Counter was vain: with spirit strong and high,
'Twas not in him like suppliant swain to sigh:
'His wife might o'er his men and maids preside,
And in her province be a judge and guide;
But what he thought, or did, or wish'd to do,
She must not know, or censure if she knew;
At home, abroad, by day, by night, if he
On aught determined, so it was to be:
How is a man,' he ask'd, 'for business fit,
Who to a female can his will submit?
Absent a while, let no inquiring eye
Or plainer speech presume to question why:
But all be silent; and, when seen again,
Let all be cheerful--shall a wife complain?
Friends I invite, and who shall dare t'object,
Or look on them with coolness or neglect?
No!
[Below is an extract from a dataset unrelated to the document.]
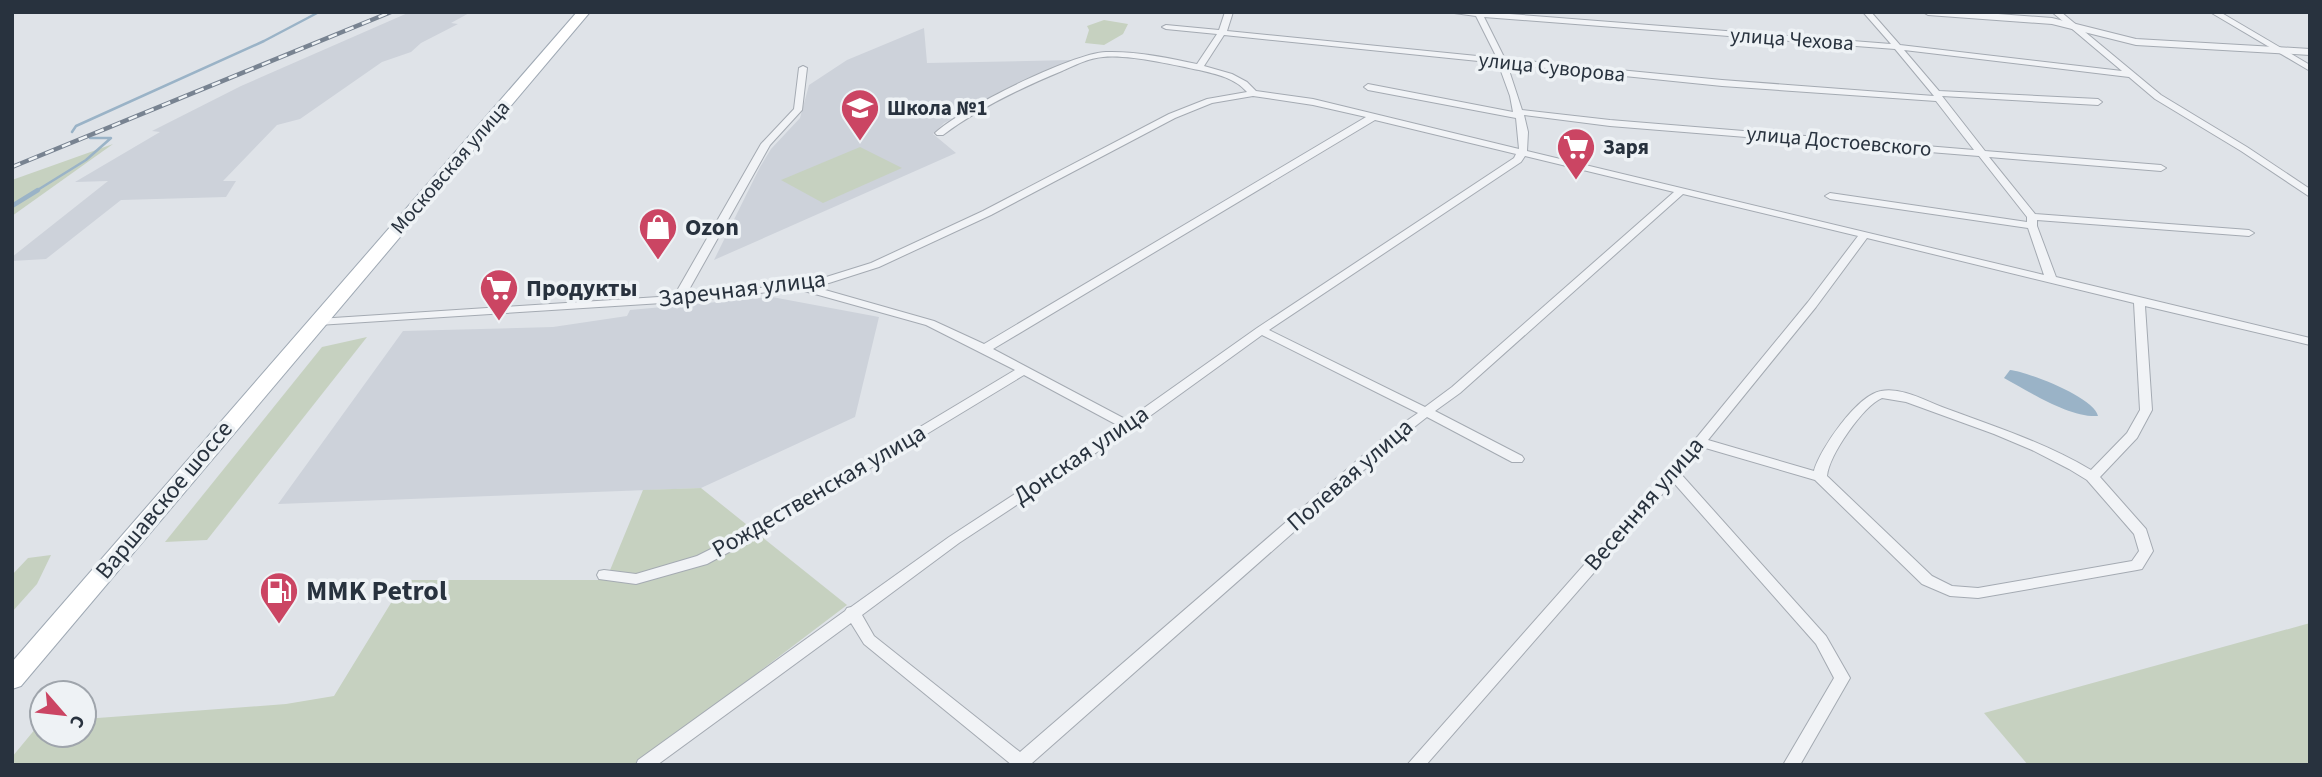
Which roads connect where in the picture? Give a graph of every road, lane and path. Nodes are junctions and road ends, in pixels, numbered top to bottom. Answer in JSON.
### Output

I must ever of my house be head,
And, thus obey'd, I condescend to wed.'
Clubb heard the speech--'My friend is nice, said
A wife with less respect will do for me:
How is he certain such a prize to gain?
What he approves, a lass may learn to feign,
And so affect t'obey till she begins to reign;
A while complying, she may vary then,
And be as wives of more unwary men;
Beside, to him who plays such lordly part,
How shall a tender creature yield her heart;
Should he the promised confidence refuse,
She may another more confiding choose;
May show her anger, yet her purpose hide,
And wake his jealousy, and wound his pride.
In one so humbled, who can trace the friend?
I on an equal, not a slave, depend;
If true, my confidence is wisely placed,
And being false, she only is disgraced.'
Clubb, with these notions, cast his eye around;
And one so easy soon a partner found.
The lady chosen was of good repute;
Meekness she had not, and was seldom mute;
Though quick to anger, still she loved to smile,
And would be calm if men would wait a while:
She knew her duty, and she loved her way,
More pleased in truth to govern than obey;
She heard her priest with reverence, and her spouse
As one who felt the pressure of her vows;
Useful and civil, all her friends confess'd -
Give her her way, and she would choose the best;
Though some indeed a sly remark would make -
Give it her not, and she would choose to take.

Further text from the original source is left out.